Researchers create world's first ultrasound biosensor
- Australian researchers have developed a world-first biosensor that could one day monitor the changes in pH levels in stroke and cancer patients.
- Ultrasound scanners can capture the signals emitted by the biosensors.
- This technology can be inserted into the body tissue where patients can be monitored in real time.
Currently, ultrasound imaging involves patients injected with gas-filled microbubbles to help clinicians better visualise blood flowing through their vital organs. However, these gas particles last for no longer than 20 minutes because patients exhale the gas over time. This makes long-term diagnostic tracking within a patient nearly impossible.
The new technology, developed through an Australian research team led by Dr Simon Corrie and Dr Kristian Kempe, from the ARC Centre of Excellence in Convergent Bio-Nano Science & Technology and Monash University, can be inserted deep into the tissue and measure biomarkers, such as pH (as a measure of whether a tumour is shrinking following chemotherapy).

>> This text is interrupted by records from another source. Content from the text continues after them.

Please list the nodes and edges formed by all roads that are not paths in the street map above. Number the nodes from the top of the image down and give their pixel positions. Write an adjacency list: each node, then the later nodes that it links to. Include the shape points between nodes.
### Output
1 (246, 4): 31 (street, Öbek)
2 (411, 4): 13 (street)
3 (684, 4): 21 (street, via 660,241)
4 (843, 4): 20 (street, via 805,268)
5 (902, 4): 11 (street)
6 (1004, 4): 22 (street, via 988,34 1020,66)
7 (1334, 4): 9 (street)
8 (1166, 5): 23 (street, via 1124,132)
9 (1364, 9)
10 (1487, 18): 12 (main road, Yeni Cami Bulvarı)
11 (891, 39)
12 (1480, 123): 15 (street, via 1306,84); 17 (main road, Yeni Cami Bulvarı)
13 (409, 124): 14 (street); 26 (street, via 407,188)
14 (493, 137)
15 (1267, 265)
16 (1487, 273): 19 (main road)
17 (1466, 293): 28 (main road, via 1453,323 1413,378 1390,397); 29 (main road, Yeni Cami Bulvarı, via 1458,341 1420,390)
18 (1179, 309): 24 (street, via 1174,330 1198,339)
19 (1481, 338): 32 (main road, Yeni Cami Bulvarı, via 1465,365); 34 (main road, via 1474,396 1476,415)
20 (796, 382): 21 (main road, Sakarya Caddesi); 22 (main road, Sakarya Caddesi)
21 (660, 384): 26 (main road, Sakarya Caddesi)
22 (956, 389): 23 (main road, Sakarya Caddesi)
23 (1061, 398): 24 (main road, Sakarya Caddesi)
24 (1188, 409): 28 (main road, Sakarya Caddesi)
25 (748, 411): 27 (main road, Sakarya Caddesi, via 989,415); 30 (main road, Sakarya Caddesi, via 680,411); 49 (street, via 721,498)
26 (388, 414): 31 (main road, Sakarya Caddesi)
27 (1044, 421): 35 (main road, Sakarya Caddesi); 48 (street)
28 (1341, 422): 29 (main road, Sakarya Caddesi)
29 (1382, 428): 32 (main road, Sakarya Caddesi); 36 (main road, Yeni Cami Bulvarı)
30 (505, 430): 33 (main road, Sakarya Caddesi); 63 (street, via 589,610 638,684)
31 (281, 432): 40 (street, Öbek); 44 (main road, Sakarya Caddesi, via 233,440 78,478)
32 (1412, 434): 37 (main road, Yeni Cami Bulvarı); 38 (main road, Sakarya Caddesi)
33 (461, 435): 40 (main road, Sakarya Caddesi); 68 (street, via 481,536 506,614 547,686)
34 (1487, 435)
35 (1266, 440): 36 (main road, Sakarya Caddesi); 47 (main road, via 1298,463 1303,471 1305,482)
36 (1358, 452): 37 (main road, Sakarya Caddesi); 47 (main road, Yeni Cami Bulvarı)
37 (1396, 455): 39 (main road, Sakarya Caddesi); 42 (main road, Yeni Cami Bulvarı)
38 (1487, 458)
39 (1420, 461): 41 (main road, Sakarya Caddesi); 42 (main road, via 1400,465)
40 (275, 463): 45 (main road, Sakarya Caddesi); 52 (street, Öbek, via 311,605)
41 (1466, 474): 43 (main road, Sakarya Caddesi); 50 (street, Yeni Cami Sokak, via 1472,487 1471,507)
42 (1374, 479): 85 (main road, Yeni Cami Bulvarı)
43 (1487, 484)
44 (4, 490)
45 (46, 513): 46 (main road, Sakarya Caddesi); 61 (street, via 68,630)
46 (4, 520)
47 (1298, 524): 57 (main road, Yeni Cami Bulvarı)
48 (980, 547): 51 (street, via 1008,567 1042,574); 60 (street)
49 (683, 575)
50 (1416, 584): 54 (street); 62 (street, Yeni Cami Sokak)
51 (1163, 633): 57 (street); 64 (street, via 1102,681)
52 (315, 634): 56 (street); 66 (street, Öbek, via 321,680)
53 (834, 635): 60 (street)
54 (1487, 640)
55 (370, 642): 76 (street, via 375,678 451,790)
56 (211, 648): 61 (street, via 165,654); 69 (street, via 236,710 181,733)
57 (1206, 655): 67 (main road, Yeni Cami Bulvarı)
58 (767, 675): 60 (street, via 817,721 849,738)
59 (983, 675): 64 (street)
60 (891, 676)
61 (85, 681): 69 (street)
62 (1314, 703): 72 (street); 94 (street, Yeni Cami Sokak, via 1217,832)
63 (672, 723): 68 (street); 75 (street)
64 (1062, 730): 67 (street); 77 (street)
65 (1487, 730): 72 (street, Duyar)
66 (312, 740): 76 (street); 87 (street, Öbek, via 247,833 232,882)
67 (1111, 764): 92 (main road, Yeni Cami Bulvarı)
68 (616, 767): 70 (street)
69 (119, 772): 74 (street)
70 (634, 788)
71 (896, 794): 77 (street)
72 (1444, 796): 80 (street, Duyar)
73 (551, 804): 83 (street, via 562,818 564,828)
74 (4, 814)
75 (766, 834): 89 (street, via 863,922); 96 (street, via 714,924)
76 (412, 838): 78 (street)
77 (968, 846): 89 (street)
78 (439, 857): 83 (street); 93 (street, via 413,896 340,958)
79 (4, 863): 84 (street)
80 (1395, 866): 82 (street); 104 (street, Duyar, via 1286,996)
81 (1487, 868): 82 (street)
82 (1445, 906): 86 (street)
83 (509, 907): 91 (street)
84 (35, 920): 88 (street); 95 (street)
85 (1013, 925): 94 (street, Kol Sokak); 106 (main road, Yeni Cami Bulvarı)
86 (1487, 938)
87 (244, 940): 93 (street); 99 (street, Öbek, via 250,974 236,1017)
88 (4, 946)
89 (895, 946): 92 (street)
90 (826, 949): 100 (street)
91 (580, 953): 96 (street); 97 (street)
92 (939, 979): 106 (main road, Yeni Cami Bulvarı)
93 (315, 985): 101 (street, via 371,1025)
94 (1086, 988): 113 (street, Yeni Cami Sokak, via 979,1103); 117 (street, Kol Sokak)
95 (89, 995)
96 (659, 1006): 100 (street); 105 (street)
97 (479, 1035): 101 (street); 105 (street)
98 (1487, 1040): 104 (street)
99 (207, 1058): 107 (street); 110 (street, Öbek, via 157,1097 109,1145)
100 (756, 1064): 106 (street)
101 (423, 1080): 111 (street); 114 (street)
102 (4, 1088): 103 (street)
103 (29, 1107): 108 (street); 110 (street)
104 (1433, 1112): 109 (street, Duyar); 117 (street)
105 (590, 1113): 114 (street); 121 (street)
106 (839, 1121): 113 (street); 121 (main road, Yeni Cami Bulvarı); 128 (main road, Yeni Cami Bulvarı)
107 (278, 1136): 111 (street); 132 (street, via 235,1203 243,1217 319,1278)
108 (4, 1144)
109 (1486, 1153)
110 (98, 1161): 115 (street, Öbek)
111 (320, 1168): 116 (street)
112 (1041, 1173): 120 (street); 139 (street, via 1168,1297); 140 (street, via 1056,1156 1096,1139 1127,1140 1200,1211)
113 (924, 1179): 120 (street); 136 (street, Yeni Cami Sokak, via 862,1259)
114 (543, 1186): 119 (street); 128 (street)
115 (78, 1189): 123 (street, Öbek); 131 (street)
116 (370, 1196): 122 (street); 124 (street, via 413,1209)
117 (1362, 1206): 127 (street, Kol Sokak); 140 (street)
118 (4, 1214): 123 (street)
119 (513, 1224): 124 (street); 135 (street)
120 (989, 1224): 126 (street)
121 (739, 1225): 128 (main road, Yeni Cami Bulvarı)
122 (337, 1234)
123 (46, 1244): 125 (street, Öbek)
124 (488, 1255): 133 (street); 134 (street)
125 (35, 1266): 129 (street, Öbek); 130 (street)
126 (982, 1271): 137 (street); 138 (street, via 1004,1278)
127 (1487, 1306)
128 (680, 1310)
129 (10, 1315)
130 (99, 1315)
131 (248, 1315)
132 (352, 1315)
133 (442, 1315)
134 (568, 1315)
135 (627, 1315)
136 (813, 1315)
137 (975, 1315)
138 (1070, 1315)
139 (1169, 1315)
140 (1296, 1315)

More complex markers, such as oxygen (as an indicator of stroke injury) or disease-related proteins, might also be detected using these biomarkers in the near future.
The key to the success of this technology is the use of a solid nanoparticle developed by Julia Walker, a PhD student co-supervised by Dr Corrie and Dr Kempe, which alters its stiffness in response to pH changes in the body and does so over time. The biomarker can transmit these signals, which are then detected by ultrasound scanning.
Dr Corrie says the advantage of the technology is that, eventually, it could be read by something as simple as a mobile phone, making it able to monitor patients in remote areas, without the need for big hospital labs.
“Our goal is to give clinicians the power of being able to have a patient sit in a chair and, as they are infusing the drugs, use commonly available ultrasound to monitor drug levels or organ response in real-time, adjusting dosages as a function of the patient’s needs,” Dr Corrie, also from Monash University’s Department of Chemical Engineering, said.
“The technology has been tested in an animal model to detect changes in pH levels. We hope to now continue testing in animal models to determine whether it can accurately monitor rapidly changing pH levels, initially focusing on cancer and stroke.”
The ability to monitor drug levels and biological molecules inside patients in real time has remained largely elusive.
Most of the implantable monitors invented so far rely on high tech and expensive detectors such as CT scans or MRI. Using ultrasound – which is cheap and portable – as a means to track a disease state in response of a tumour to a new drug, or the risk of a heart attack with the rise of a diagnostic protein called troponin, has been hypothetical at best.
With further trials, Dr Kempe said a viable product may be developed within a decade. However, clinical and commercial partners are essential in order to make this technology a reality.
“Our field is ripe for future development that may include photoacoustic detection or the capacity to use radio frequency signals to ensure real-time monitoring of critically ill patients. This is game-changing technology that can improve people’s lives in all parts of the world,” Dr Kempe, also from the Monash Institute of Pharmaceutical Sciences and the Department of Materials Science and Engineering, said.
The research team comprises Dr Simon Corrie, Dr Kristian Kempe and Julie Ann-Therese Walker (ARC Centre of Excellence in Convergent Bio-Nano Science & Technology); and Xiaowei Wang and Karlheinz Peter (Baker Heart and Diabetes Institute).